All lines below containing "their" are to be listed.

•••

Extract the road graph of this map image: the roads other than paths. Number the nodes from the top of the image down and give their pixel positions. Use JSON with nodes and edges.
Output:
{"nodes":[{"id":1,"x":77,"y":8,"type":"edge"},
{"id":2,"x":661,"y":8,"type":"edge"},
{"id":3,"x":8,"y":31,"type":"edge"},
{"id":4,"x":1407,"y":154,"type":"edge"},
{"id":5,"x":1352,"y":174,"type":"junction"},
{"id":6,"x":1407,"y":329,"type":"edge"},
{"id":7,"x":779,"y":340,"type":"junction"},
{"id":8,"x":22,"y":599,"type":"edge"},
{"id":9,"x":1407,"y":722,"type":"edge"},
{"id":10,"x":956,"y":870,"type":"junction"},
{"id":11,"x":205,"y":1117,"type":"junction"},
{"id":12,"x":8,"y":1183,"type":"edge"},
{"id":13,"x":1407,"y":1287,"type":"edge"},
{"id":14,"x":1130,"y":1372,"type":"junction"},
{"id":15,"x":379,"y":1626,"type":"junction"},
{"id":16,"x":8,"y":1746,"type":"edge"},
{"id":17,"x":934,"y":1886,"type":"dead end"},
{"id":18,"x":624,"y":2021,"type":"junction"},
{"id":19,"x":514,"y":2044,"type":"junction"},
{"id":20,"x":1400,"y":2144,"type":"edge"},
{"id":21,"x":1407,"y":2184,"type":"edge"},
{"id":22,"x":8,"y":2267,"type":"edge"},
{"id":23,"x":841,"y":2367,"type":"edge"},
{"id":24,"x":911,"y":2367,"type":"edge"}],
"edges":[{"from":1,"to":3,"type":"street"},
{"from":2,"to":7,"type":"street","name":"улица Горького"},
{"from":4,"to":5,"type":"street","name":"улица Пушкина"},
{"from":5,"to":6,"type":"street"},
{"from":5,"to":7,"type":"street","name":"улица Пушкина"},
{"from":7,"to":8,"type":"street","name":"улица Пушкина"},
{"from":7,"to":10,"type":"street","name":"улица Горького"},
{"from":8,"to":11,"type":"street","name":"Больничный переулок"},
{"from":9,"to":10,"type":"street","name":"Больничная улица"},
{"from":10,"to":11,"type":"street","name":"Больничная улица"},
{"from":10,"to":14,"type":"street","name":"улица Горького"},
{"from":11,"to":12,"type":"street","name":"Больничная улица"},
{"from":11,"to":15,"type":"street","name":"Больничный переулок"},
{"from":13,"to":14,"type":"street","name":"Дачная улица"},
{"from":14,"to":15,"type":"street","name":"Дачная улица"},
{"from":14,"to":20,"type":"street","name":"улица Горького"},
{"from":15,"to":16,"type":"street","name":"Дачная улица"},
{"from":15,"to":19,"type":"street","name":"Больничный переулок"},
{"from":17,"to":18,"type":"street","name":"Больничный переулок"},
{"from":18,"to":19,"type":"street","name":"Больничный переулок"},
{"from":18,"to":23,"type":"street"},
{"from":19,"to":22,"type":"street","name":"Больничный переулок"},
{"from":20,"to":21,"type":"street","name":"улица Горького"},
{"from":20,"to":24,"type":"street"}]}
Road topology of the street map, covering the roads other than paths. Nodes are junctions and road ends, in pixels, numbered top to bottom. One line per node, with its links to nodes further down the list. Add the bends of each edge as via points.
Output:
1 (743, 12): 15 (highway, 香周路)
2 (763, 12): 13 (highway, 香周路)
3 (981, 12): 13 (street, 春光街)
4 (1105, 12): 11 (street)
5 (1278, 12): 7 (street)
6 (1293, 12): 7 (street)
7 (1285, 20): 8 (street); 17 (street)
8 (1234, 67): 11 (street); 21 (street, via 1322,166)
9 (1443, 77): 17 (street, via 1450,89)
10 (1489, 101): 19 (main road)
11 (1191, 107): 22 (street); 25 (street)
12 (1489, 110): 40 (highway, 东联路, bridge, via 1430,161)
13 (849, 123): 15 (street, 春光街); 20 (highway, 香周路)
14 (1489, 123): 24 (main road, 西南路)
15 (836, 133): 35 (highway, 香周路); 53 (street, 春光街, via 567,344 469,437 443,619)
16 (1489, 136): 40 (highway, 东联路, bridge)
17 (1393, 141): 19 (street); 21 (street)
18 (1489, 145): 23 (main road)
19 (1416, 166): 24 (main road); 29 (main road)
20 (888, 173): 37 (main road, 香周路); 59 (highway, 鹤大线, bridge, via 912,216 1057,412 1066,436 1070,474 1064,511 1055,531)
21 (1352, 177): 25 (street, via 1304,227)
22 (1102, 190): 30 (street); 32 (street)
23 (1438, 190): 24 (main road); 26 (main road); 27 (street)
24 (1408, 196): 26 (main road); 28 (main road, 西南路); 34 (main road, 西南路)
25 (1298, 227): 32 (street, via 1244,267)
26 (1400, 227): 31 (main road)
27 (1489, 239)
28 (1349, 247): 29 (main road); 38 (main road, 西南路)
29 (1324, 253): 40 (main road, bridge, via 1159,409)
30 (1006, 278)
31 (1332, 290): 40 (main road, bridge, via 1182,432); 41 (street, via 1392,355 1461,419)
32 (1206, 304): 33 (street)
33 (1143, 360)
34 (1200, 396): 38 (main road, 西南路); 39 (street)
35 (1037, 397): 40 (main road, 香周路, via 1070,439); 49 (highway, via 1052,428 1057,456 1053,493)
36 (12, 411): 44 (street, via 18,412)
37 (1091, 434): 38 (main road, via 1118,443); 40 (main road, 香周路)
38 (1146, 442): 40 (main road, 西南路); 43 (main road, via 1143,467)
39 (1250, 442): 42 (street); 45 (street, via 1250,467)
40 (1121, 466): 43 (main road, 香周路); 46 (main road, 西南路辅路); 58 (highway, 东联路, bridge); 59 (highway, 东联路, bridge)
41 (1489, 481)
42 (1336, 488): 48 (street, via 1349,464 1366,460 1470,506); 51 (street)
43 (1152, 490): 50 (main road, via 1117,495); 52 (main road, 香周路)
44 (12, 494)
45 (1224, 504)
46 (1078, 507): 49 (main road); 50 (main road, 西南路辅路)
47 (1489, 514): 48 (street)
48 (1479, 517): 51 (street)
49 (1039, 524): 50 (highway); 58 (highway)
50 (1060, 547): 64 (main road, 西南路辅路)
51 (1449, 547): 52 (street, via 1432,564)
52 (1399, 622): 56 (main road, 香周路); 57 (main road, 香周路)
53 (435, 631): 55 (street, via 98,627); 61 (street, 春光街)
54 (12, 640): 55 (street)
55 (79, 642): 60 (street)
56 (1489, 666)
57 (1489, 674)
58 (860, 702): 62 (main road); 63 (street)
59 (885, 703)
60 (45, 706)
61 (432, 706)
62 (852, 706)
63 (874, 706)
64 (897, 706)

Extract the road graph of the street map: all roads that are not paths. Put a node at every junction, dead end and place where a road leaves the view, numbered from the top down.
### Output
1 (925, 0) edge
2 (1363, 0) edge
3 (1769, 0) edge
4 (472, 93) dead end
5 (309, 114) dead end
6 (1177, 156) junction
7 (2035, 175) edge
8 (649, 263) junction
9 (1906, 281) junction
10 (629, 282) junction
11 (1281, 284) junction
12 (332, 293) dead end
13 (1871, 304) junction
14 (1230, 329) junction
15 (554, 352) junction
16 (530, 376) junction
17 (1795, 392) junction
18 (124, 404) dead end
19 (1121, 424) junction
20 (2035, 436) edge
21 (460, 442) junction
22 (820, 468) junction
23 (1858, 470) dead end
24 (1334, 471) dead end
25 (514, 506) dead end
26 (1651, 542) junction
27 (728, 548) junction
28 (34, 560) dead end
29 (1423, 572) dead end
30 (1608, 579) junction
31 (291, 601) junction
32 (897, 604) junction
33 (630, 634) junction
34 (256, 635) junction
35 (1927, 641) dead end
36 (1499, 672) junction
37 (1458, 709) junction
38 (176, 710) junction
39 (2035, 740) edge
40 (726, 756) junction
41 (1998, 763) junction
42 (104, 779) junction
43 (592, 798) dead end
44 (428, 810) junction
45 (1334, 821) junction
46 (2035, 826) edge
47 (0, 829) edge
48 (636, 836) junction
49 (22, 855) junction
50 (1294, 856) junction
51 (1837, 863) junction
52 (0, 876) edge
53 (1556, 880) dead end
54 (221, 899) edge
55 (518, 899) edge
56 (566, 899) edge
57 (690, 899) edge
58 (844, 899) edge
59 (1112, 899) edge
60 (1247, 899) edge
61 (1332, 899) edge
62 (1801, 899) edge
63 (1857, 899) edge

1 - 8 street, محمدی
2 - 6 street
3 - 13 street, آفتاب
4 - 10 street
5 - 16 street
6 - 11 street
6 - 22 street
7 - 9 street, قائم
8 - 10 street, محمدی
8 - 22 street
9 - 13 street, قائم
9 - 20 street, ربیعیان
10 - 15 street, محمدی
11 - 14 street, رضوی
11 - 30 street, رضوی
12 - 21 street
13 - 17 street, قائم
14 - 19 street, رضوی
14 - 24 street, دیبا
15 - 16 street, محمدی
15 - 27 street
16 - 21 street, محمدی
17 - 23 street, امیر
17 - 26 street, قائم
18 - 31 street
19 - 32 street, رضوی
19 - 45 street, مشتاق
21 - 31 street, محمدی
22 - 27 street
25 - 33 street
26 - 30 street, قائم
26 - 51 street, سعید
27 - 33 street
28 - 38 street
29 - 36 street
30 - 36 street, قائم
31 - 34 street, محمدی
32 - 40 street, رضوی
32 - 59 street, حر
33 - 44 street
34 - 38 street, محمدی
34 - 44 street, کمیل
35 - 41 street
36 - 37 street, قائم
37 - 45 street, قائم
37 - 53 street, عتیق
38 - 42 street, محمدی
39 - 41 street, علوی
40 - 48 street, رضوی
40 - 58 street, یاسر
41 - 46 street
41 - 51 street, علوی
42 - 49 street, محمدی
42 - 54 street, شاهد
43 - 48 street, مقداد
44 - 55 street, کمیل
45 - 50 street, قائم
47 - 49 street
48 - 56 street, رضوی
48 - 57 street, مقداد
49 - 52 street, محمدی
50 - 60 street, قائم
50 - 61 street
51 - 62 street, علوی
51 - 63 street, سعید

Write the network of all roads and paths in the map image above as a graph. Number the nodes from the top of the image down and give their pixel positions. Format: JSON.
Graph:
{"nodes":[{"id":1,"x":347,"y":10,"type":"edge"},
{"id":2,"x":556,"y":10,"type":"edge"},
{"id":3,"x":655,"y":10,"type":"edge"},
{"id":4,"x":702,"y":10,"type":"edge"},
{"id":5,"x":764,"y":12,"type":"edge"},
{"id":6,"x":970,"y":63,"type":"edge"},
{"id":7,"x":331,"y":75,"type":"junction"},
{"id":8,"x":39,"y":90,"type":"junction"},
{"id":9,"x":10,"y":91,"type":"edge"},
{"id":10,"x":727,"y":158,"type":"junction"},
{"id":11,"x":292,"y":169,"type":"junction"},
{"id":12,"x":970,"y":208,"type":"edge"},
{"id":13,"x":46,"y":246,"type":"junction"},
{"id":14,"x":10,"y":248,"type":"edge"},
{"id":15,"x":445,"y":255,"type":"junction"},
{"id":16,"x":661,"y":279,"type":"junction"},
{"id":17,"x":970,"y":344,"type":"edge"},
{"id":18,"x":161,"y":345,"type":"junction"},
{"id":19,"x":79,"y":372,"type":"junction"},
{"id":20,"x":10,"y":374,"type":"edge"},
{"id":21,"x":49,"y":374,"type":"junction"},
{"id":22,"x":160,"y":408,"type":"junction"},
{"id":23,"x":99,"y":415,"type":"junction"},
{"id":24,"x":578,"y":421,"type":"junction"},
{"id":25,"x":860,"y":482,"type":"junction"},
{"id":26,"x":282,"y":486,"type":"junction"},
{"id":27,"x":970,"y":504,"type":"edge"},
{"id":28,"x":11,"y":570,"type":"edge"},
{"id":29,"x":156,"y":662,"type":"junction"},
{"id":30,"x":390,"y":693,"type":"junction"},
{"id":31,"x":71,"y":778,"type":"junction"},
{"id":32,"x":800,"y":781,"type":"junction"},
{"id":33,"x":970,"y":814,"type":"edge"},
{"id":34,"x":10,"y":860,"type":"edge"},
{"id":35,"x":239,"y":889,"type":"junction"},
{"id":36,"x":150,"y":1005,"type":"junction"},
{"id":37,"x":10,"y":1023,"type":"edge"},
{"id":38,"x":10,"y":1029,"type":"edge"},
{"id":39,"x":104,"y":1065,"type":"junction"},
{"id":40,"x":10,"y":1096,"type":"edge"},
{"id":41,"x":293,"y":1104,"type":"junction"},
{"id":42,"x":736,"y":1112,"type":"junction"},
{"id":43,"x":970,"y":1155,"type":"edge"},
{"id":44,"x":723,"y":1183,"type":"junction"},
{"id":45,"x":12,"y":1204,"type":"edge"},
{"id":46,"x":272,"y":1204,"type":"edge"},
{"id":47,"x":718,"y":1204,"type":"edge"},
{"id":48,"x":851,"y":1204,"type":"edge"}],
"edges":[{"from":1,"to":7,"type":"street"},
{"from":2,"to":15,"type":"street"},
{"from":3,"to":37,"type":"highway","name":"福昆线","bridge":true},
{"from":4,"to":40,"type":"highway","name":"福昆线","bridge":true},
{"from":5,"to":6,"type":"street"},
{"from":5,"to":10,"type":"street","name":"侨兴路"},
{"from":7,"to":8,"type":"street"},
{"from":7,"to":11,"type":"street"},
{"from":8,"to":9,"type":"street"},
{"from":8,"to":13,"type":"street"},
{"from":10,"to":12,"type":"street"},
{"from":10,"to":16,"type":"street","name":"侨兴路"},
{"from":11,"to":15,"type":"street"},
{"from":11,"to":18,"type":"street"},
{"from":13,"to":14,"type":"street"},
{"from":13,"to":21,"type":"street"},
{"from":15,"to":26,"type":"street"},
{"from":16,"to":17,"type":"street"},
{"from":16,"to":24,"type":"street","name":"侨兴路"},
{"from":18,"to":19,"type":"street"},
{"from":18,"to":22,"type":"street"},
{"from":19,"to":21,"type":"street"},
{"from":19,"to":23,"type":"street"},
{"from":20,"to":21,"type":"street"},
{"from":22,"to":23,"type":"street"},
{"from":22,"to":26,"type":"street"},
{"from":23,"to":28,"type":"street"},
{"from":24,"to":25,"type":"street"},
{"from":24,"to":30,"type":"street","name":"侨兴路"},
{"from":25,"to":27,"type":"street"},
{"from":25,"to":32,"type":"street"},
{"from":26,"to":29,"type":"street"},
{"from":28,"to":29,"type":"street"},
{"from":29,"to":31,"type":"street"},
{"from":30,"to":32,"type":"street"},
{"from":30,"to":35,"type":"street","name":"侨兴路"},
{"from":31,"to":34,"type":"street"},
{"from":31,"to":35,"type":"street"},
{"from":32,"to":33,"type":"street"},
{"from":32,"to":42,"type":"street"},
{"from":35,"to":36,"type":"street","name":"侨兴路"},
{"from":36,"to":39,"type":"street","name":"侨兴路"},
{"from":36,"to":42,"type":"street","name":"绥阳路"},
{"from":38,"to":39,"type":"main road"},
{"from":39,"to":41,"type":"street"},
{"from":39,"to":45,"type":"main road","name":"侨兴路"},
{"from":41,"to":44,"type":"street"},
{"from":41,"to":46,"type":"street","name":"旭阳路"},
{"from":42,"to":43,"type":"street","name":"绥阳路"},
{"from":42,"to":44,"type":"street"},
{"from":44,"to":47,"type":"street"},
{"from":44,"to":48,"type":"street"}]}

•••

■ **Result for this exercise**
Extract the road graph of this map image: the roads other than paths. Number the nodes from the top of the image down and give their pixel positions. Use JSON with nodes and edges.
Write the network of all roads and paths in the map image above as a graph. Number the nodes from the top of the image down and give their pixel positions. Format: JSON.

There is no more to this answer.